Saturday, January 14, 2017

Making Repairs

The 2017 Icepocalypse has, so far, not materialized. In fact, some of the ice is melting today. The power is still on, and while we can't do anything outside, we can get plenty of winemaking done inside.

A patient brought me 30# of blueberries. The circumstances of the acquisition are suspicious but I didn't ask too many questions.



I already have a straight blueberry and a blueberry rosé in the carboy, so some of these berries are going into a quickie blueberry lemon wine.


This wine will be a quick, early drinker. It is not even worth a chapter, it's pretty cookbook. The rest of the morning was spent remedying various wines which have gone off the track.

Another patient gave me a huge batch of Arkansas Black apples. I pressed them off and made a straight juice, no water, Arkansas Black wine. The wine had been cleared, stabilized, and satisfactorily backsweetened, but it still had a musty smell which kept me from putting it in a bottle. Then I stumbled across this slide deck from Dominique Delteil detailing the use of Noblesse to clean up various problems in wine. The apple got 1g of Noblesse and astonishingly, it is much better. It's more "appley" with a longer finish and little to none of the mustiness it had before. Now I just have to clear it again before bottling.

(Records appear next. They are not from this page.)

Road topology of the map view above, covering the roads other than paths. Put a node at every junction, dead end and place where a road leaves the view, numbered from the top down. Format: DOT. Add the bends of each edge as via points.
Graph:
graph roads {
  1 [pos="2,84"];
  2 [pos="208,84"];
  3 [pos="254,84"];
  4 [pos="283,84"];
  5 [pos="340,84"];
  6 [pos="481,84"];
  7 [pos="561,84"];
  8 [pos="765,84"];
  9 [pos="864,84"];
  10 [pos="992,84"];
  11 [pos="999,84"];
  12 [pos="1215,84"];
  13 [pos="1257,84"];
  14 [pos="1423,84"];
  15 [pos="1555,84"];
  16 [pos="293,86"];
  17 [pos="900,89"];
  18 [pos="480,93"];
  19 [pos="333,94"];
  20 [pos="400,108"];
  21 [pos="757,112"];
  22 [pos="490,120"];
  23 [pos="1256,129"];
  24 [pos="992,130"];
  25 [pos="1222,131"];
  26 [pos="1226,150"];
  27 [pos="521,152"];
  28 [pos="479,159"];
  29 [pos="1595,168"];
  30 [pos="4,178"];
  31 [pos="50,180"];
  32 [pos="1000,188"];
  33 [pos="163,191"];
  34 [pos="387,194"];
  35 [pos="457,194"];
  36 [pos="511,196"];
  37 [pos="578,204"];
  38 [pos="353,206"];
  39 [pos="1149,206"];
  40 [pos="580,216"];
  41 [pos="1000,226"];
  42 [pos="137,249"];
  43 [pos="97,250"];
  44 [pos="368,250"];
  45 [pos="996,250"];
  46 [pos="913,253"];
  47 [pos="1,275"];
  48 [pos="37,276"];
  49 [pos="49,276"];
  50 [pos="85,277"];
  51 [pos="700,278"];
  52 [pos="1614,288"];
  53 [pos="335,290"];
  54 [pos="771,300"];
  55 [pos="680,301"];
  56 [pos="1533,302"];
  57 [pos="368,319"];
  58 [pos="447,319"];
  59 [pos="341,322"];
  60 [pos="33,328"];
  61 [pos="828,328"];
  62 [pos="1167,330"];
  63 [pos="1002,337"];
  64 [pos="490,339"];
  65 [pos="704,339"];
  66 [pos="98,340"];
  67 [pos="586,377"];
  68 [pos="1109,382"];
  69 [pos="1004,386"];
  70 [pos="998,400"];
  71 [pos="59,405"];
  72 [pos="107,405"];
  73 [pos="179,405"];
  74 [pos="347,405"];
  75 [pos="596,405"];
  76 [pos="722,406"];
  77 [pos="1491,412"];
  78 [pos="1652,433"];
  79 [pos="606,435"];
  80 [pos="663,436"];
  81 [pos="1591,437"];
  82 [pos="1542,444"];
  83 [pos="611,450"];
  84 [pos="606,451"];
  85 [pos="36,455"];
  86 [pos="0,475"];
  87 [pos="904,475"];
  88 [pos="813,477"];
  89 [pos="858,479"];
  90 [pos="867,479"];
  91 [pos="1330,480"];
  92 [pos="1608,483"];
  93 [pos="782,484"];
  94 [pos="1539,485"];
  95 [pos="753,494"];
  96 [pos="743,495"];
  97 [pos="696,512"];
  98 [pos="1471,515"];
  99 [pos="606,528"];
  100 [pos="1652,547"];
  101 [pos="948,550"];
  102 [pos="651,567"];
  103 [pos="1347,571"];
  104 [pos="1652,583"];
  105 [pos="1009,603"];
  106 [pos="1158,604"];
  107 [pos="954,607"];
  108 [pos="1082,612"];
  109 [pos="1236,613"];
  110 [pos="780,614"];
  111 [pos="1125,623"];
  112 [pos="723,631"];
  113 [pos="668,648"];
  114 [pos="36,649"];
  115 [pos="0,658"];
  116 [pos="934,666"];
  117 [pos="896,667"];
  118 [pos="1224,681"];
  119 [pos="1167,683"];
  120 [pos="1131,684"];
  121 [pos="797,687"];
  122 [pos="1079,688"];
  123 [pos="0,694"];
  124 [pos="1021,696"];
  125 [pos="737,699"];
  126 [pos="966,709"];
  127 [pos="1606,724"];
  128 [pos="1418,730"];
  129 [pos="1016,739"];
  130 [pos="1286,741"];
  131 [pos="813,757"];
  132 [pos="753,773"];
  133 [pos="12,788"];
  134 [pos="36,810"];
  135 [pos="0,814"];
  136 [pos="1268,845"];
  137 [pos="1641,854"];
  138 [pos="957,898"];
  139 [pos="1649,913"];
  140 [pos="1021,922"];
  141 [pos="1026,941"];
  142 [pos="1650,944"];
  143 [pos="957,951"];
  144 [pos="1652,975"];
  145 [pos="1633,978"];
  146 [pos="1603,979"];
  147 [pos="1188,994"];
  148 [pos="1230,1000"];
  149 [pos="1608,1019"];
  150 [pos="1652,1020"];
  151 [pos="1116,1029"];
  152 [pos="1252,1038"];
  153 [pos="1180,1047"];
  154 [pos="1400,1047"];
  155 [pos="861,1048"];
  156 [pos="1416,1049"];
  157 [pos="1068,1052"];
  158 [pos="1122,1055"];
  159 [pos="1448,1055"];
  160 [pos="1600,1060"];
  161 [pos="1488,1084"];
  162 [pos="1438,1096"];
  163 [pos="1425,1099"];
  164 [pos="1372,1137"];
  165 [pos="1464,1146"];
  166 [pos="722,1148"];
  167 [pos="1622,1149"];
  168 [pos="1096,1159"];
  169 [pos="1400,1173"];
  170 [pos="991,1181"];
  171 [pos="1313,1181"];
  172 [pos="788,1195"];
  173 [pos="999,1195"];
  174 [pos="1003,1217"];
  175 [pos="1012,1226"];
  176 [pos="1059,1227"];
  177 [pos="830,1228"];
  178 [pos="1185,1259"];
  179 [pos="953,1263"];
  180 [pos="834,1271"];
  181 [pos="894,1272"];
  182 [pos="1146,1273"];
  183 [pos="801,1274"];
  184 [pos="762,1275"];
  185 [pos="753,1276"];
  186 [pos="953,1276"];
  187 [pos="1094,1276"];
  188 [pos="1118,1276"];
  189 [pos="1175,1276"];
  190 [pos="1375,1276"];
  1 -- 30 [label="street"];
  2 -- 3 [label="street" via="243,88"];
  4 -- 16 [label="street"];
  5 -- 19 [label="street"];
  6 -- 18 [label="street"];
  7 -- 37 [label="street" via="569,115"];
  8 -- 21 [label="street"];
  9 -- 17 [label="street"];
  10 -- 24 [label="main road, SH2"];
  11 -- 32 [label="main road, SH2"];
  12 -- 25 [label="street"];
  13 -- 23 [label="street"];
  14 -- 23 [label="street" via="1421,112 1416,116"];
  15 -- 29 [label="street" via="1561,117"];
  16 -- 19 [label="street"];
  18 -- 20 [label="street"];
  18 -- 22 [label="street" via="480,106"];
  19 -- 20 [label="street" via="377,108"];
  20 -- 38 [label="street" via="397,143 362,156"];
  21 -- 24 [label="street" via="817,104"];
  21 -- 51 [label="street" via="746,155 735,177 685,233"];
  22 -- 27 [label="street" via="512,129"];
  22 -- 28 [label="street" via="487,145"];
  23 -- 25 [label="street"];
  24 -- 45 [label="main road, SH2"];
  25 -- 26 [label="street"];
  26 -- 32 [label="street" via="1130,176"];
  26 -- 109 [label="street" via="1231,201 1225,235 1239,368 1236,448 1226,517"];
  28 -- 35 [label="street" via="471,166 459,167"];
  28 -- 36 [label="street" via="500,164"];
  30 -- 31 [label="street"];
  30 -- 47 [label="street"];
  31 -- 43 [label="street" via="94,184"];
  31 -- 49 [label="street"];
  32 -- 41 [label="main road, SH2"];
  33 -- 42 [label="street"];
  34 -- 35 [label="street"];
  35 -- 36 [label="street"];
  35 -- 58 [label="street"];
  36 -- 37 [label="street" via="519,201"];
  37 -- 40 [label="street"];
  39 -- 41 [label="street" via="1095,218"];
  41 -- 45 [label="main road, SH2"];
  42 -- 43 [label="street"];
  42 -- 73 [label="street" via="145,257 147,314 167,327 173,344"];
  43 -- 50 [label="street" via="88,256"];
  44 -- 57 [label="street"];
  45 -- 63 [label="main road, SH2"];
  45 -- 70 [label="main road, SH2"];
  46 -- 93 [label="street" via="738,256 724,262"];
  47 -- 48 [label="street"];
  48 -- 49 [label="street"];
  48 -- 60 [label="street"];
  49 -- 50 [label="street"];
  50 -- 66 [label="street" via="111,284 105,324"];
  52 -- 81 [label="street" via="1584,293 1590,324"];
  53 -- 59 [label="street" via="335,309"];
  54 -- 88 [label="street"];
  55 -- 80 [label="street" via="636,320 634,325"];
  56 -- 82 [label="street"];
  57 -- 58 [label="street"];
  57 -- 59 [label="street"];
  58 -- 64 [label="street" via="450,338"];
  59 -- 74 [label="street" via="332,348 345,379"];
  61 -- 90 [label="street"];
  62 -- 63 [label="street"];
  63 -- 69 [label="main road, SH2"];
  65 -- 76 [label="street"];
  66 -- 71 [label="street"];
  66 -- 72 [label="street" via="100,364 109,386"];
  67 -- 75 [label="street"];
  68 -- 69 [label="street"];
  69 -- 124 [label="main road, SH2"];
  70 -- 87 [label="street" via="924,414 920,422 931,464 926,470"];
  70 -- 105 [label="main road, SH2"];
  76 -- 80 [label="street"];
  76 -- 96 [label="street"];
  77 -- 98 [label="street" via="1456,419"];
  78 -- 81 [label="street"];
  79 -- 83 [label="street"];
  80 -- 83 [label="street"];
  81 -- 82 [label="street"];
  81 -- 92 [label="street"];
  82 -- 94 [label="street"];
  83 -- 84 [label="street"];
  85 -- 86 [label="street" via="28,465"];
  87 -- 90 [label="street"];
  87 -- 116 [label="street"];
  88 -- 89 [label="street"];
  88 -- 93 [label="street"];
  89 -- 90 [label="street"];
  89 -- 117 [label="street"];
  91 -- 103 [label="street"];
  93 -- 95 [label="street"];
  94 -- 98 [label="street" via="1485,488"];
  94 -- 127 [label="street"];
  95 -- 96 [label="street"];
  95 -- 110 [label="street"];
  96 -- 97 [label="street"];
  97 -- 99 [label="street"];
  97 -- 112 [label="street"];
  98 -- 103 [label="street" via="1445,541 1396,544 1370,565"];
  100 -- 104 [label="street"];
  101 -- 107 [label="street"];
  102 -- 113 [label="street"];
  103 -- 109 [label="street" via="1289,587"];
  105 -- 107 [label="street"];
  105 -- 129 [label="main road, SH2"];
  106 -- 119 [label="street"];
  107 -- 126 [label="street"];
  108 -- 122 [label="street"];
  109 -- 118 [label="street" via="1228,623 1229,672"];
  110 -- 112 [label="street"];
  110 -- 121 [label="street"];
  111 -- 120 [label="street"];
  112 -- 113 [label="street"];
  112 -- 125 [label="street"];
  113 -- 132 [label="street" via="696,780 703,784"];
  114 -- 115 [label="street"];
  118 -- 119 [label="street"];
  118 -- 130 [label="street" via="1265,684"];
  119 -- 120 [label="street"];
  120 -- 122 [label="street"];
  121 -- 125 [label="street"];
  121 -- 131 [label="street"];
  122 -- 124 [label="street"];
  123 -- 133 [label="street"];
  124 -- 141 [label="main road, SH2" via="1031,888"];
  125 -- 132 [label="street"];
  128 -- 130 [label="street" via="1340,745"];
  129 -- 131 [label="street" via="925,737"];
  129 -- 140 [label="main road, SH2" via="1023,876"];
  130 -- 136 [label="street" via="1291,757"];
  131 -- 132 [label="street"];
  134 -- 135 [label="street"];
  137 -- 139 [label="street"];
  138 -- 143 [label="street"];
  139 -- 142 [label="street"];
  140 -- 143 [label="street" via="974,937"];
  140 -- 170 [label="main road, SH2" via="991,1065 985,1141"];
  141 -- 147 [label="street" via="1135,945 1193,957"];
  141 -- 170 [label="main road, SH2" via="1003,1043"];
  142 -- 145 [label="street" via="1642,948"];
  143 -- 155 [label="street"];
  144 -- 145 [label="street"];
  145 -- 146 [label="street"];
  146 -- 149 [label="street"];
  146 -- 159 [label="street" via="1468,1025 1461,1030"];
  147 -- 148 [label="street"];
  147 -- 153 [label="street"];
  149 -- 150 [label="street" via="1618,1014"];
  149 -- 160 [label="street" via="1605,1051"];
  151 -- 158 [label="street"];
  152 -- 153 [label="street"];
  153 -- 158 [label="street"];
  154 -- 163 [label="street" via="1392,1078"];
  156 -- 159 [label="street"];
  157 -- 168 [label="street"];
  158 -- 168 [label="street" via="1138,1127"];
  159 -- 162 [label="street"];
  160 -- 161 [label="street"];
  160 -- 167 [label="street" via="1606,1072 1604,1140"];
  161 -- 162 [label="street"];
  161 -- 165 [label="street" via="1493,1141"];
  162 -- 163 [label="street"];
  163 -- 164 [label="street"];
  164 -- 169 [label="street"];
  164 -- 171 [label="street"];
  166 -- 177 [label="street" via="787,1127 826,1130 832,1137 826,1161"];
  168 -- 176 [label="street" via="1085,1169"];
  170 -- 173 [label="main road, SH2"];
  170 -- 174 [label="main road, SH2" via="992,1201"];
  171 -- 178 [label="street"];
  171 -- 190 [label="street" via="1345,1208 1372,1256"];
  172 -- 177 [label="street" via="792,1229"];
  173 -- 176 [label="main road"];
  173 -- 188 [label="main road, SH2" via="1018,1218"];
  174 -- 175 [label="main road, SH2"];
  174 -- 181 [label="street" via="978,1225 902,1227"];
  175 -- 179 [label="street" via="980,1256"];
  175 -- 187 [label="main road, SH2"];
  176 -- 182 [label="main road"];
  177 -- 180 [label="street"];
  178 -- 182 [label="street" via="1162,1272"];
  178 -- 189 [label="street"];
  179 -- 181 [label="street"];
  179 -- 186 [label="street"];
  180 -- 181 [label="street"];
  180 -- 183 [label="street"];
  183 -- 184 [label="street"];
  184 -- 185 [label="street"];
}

The problem with the 2016 Blueberry wine was acidity. A pH of 3.07 might be fine for a Sauv Blanc but this wine was like eating a blueberry Sweetart. I've never used any post-ferment KHCO3, but this wine needed help. We bench trialed KHCO3 additions and landed on 1.5g/L. I treated the whole batch and cold stabilized it. Today I racked it; the pH is 3.37 and it is much smoother. I'm not yet sure that I didn't kill the aromatics and make it flabby.


The 2016 Syrah was made from California grapes. This wine has a couple of issues. First, it ended up too light. I should have cold macerated it. But for a light red it will be fine. The bigger problem is a lingering bitterness. The only thing I can think of is that maybe I overpressed it. I fined a portion with bentonite and albumin and it worked as advertised, the bitterness is completely gone! I treated the 5 gallon batch last weekend and today I racked it off the lees, with a plan to bulk age this until next fall. I have 8 gallons, and I intend to bottle some and use the rest for blending with elderberry and Chambourcin.



The biggest problem is the 2016 Lemongrass Mint wine. It developed a slight off odor during fermentation which seemed to improve with splash racking. However, a month later the smell was back, worse than ever. I suspected a H2S problem. I tried the usual splash racking and sulfites, no joy. I then treated it a month ago with Reduless which initially didn't seem to do a thing. I was one step from pitching this wine when today I went back to recheck it and lo and behold, it was much better! Not perfect, but improved. I racked it off the Reduless and dosed it with Noblesse to try to finish the cleanup. My last trick was going to be ascorbic acid and copper, but I may not have to do that.

The rest of the 2016 wines are coming along nicely. I have one more batch of elderberry rosé and that will be about it. It's a good thing, too, because I'm out of carboys and airlocks.

We have one more wave of freezing rain tonight, but we are no longer in the "crippling" zone and based on the appearance of our roof, I'm thinking we dodged a bullet.